When first I heard of Christian Science I was making arrangements...

When first I heard of Christian Science I was making arrangements to come out to South Africa, the doctors having said that they could do nothing for me, but the trip and the climate of South Africa might prolong my life a little. I was suffering from consumption of the throat, and it was going to my lungs; and I was getting worse every day. I was feeling very ill and depressed, beginning to fear I should never reach the end of the voyage, when a lady who was visiting in the village came to see me and asked if I had heard of Christian Science. When I replied that I had not, she began to tell me of God as Love, who never sent sickness, sin, and death. I drank in every word, knowing that I had at last found the truth and the religion for which I had been looking and longing all my life. I did not realize at first that this religion, properly applied, would heal me. When this was explained to me I asked for treatment; and in two weeks, one of present and one of absent treatment, I was healed. Instead of coming out to South Africa as an invalid, I came out well,—absolutely healed. I shall never forget the joy of that trip, the glorious feeling of well-being and freedom after months of bondage to sickness, and my happiness at being able to enter into all the sports. It was sixteen years ago that I was healed, and I have relied absolutely on Christian Science in all cases of sickness since then, and have never found it lacking when properly applied.

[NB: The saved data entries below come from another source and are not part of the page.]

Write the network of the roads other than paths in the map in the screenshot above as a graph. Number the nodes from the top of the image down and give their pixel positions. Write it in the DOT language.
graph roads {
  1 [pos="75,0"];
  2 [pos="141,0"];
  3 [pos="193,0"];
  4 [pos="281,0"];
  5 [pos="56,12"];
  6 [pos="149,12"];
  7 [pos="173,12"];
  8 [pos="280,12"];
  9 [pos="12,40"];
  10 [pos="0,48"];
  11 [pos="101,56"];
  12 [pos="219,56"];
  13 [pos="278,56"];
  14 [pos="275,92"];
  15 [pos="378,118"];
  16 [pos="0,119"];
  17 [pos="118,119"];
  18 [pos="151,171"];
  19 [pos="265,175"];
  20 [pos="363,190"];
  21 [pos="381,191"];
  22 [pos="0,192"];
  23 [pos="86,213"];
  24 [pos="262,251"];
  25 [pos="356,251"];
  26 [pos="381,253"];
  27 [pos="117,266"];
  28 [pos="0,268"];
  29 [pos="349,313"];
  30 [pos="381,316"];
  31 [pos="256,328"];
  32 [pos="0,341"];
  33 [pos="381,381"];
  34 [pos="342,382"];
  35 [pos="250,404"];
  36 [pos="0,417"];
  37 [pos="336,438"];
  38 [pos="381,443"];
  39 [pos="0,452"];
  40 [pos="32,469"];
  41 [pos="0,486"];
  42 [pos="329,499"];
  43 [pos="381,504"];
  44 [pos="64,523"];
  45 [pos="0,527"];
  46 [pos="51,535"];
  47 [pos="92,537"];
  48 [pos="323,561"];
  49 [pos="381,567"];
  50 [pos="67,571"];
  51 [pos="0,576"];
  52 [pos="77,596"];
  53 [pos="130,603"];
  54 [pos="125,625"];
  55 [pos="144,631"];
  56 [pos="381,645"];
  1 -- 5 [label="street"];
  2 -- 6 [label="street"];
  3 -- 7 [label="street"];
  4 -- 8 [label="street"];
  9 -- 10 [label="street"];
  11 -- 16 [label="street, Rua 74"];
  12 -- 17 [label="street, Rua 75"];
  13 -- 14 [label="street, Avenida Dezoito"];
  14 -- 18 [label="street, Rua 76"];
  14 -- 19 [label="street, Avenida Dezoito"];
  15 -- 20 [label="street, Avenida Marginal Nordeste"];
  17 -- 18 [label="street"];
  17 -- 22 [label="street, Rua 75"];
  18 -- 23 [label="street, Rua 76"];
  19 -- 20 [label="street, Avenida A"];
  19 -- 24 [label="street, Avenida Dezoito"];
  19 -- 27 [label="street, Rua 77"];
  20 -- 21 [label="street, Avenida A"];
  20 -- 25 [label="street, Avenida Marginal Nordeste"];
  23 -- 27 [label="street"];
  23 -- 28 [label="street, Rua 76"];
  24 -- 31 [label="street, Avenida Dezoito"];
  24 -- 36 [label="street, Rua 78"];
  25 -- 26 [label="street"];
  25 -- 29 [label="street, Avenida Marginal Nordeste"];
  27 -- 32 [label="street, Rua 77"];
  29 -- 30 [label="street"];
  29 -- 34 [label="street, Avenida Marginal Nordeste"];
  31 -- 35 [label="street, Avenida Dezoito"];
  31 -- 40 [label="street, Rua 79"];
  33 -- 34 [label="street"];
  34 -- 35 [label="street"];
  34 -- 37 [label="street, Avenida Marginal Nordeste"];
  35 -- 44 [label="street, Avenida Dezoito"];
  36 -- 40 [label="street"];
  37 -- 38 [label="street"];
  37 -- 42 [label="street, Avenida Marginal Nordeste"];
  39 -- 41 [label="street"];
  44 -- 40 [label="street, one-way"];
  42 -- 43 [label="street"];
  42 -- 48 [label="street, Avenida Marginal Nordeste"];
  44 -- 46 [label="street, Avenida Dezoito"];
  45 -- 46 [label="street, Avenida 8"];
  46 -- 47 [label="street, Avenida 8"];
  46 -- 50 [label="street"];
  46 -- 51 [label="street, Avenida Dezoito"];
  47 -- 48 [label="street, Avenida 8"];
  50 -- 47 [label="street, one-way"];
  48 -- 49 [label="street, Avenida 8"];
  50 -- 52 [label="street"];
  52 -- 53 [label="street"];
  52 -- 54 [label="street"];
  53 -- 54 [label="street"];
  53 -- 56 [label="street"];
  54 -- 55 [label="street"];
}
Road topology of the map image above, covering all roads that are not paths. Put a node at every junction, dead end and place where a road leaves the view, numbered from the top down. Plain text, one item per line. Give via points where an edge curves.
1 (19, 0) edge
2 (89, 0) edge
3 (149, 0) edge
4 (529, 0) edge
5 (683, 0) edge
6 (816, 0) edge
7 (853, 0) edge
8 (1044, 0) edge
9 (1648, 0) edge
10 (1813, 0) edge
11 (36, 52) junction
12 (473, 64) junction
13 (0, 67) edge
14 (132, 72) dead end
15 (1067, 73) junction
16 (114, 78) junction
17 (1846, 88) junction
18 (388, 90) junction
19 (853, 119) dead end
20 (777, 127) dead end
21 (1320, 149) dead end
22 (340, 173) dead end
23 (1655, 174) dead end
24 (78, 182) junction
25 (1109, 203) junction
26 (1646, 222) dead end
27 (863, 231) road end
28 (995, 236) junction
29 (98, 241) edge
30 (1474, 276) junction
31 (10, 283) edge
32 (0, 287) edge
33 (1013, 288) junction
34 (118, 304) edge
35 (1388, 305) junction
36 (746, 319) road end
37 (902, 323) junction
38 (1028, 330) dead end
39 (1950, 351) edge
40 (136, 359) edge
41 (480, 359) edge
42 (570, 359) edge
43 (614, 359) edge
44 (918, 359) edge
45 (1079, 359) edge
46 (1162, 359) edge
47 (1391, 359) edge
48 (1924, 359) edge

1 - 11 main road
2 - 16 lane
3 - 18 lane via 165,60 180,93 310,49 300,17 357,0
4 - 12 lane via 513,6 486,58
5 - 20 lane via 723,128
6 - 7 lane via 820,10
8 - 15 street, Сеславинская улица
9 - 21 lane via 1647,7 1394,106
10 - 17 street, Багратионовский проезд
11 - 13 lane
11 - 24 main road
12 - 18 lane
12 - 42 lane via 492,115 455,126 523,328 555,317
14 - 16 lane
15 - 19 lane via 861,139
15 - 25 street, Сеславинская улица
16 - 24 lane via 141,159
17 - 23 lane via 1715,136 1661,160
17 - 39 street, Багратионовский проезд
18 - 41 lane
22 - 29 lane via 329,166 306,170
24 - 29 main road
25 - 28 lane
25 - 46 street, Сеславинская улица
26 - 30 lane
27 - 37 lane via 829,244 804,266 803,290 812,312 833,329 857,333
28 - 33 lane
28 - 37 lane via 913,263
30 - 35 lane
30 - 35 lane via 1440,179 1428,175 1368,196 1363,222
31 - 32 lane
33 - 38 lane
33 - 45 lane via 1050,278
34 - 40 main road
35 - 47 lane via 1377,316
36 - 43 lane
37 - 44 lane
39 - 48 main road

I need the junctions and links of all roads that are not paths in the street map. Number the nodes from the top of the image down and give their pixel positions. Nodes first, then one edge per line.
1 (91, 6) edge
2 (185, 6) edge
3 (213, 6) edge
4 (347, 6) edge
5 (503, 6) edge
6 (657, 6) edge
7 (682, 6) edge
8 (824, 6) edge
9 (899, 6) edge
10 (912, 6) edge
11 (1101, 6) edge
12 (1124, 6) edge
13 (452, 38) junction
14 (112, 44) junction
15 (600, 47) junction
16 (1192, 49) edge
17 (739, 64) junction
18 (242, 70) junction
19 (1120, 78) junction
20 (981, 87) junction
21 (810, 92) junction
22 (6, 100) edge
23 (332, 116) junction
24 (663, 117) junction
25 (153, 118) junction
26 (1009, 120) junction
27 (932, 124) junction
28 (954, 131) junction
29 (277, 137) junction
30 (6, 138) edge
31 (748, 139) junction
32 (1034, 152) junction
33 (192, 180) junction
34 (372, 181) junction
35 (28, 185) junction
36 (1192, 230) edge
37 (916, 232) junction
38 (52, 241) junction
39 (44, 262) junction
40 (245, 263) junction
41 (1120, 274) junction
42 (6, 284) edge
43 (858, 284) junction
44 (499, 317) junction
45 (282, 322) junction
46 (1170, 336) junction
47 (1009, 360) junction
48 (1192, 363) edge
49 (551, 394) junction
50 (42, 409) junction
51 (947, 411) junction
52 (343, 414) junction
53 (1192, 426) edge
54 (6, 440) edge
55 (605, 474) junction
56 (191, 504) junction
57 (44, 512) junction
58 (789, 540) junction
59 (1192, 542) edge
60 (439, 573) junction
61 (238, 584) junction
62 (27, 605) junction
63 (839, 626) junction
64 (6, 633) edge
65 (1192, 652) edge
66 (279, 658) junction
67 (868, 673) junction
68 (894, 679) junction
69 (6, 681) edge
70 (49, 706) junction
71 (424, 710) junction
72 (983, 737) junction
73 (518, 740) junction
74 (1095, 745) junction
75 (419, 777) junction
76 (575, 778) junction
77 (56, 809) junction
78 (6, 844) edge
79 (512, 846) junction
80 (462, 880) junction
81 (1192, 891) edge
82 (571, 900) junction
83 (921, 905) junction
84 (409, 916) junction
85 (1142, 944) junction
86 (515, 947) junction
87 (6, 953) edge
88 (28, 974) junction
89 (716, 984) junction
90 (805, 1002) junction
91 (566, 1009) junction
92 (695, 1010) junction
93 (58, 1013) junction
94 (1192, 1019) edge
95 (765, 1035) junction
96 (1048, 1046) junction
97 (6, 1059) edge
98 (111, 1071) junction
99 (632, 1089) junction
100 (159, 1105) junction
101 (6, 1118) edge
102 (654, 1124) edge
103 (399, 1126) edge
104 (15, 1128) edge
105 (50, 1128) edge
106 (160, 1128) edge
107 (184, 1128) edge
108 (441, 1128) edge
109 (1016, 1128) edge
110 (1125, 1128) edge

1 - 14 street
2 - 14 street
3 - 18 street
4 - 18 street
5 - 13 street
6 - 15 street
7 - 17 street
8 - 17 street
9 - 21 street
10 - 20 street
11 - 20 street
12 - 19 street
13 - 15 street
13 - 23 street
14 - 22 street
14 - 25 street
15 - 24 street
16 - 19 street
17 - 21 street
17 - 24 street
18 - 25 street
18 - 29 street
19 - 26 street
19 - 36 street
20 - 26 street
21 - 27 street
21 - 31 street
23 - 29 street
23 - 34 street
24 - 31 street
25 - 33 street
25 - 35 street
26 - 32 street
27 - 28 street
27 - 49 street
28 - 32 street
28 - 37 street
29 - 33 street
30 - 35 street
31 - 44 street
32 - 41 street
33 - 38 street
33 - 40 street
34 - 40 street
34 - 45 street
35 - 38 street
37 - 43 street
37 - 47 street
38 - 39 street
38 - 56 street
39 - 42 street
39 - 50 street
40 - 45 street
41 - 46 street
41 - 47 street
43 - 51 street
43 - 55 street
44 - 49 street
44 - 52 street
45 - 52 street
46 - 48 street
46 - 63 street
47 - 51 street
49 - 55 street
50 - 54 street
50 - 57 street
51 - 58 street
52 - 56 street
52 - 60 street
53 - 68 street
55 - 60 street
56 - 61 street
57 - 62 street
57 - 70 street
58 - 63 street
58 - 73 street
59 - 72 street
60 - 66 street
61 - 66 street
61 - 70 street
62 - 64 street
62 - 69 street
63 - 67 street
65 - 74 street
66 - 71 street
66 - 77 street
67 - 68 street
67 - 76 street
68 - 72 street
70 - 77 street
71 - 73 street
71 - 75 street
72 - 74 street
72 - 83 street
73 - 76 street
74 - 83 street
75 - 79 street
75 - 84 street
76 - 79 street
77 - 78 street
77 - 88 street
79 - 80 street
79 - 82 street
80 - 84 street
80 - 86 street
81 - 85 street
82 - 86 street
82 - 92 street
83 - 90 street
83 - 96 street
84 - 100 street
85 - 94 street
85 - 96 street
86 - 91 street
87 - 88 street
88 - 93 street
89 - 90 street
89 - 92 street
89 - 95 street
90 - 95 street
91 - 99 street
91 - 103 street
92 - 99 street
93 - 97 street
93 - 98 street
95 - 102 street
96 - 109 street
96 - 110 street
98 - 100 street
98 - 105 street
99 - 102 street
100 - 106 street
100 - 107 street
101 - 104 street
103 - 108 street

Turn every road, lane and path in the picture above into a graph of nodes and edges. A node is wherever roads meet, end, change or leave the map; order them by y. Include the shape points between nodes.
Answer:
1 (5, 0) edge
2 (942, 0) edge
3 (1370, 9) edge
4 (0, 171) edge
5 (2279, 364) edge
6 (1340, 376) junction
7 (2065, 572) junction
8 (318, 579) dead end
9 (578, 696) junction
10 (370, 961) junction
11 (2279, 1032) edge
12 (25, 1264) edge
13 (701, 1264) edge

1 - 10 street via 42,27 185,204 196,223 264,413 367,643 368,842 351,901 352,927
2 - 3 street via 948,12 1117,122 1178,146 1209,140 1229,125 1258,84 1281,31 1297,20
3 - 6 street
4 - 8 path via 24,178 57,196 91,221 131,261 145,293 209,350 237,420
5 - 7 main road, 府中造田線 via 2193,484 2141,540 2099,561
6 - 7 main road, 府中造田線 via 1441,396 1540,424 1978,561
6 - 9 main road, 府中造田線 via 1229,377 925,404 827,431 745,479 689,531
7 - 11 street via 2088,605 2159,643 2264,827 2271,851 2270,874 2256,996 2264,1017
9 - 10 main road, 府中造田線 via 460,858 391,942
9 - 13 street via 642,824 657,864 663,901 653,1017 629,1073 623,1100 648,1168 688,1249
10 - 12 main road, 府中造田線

There are many beautiful healing I could write about, but one in particular stands out in my thought. During the time of drought and depression which this part of the country went through two years ago, my husband's business seemed in a very bad way indeed, the bank having stopped giving any more credit, and the fear was expressed that the business would have to close down and the work and savings of years be lost. I took up work in Science at once, but the clouds did not seem to lift, and every avenue of relief seemed closed. At last I felt that I must have the help of a practitioner. This was lovingly given, and renewed hope and fresh courage were experienced. To material sense things did not seem to change, but I knew the light must come. Had it not always come? Month followed month of depression, but still I clung to Truth. One morning I awoke feeling that this condition should not go on, and I prayed earnestly to be shown what was hindering the demonstration. Then a great sense of peace came over me. When the post came it brought a loving letter from a friend in the country saying she had thought of me and had made me a cake. This act of kindness seemed to break something in my thought, and a great flood of joy came over me. I realized, as never before, that we were not forsaken; for, as the Bible says, "if ye then, being evil, know how to give good gifts unto your children," how much more was the heavenly Father shedding His great love on me and mine. I seemed to be lifted right out of myself, and felt I must call my neighbors in to share the beautiful gift; so I prepared a party. It was a bitterly cold day, and as we gathered round the fire and enjoyed the warmth and the delicious cake, on all sides was the question asked, "Is it all right; have things come right in the business?" I could say with solid conviction, "It's going to be." I could not tell them of the certainty in my heart.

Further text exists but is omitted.